TASK DATA Block Start

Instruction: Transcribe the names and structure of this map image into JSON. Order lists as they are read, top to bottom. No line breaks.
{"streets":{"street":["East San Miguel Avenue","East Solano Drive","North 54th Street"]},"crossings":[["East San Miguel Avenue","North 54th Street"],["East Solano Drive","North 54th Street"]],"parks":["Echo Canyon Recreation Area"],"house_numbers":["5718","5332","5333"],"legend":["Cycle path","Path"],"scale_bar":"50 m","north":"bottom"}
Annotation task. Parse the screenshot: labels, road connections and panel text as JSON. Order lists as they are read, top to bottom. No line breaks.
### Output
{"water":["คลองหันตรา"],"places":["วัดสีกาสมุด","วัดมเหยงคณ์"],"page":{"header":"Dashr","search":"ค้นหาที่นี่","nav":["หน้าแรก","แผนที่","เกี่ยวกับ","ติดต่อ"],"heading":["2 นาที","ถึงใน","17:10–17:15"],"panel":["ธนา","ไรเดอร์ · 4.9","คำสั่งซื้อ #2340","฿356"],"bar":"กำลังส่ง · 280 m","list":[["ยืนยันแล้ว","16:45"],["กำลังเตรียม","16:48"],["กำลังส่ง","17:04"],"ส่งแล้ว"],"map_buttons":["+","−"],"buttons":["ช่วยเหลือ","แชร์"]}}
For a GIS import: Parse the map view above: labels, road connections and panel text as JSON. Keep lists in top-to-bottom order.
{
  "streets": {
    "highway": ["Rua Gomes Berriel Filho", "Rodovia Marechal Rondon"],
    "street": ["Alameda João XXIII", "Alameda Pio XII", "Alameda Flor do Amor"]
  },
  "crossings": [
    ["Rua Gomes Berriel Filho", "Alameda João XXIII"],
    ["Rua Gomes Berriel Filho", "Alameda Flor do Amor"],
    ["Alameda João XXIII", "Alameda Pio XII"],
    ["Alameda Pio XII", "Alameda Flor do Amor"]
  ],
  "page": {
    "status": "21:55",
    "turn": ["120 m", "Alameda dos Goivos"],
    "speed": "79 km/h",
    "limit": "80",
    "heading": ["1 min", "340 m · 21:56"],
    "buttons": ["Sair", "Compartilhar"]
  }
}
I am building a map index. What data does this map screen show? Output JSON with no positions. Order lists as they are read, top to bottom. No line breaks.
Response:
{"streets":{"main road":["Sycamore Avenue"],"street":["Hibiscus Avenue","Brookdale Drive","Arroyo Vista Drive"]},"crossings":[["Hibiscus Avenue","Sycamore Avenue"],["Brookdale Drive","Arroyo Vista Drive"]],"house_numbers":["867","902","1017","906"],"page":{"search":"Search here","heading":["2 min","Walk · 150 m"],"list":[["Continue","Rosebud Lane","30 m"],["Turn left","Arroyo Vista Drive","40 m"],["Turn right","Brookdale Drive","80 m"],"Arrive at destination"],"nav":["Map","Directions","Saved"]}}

TASK DATA Block End

* [WORK TO BE COMPLETED]
With nothing omitted, set down all of the records again.

* [EXERCISE ANSWER]
Instruction: Transcribe the names and structure of this map image into JSON. Order lists as they are read, top to bottom. No line breaks.
{"streets":{"street":["East San Miguel Avenue","East Solano Drive","North 54th Street"]},"crossings":[["East San Miguel Avenue","North 54th Street"],["East Solano Drive","North 54th Street"]],"parks":["Echo Canyon Recreation Area"],"house_numbers":["5718","5332","5333"],"legend":["Cycle path","Path"],"scale_bar":"50 m","north":"bottom"}
Annotation task. Parse the screenshot: labels, road connections and panel text as JSON. Order lists as they are read, top to bottom. No line breaks.
### Output
{"water":["คลองหันตรา"],"places":["วัดสีกาสมุด","วัดมเหยงคณ์"],"page":{"header":"Dashr","search":"ค้นหาที่นี่","nav":["หน้าแรก","แผนที่","เกี่ยวกับ","ติดต่อ"],"heading":["2 นาที","ถึงใน","17:10–17:15"],"panel":["ธนา","ไรเดอร์ · 4.9","คำสั่งซื้อ #2340","฿356"],"bar":"กำลังส่ง · 280 m","list":[["ยืนยันแล้ว","16:45"],["กำลังเตรียม","16:48"],["กำลังส่ง","17:04"],"ส่งแล้ว"],"map_buttons":["+","−"],"buttons":["ช่วยเหลือ","แชร์"]}}
For a GIS import: Parse the map view above: labels, road connections and panel text as JSON. Keep lists in top-to-bottom order.
{
  "streets": {
    "highway": ["Rua Gomes Berriel Filho", "Rodovia Marechal Rondon"],
    "street": ["Alameda João XXIII", "Alameda Pio XII", "Alameda Flor do Amor"]
  },
  "crossings": [
    ["Rua Gomes Berriel Filho", "Alameda João XXIII"],
    ["Rua Gomes Berriel Filho", "Alameda Flor do Amor"],
    ["Alameda João XXIII", "Alameda Pio XII"],
    ["Alameda Pio XII", "Alameda Flor do Amor"]
  ],
  "page": {
    "status": "21:55",
    "turn": ["120 m", "Alameda dos Goivos"],
    "speed": "79 km/h",
    "limit": "80",
    "heading": ["1 min", "340 m · 21:56"],
    "buttons": ["Sair", "Compartilhar"]
  }
}
I am building a map index. What data does this map screen show? Output JSON with no positions. Order lists as they are read, top to bottom. No line breaks.
Response:
{"streets":{"main road":["Sycamore Avenue"],"street":["Hibiscus Avenue","Brookdale Drive","Arroyo Vista Drive"]},"crossings":[["Hibiscus Avenue","Sycamore Avenue"],["Brookdale Drive","Arroyo Vista Drive"]],"house_numbers":["867","902","1017","906"],"page":{"search":"Search here","heading":["2 min","Walk · 150 m"],"list":[["Continue","Rosebud Lane","30 m"],["Turn left","Arroyo Vista Drive","40 m"],["Turn right","Brookdale Drive","80 m"],"Arrive at destination"],"nav":["Map","Directions","Saved"]}}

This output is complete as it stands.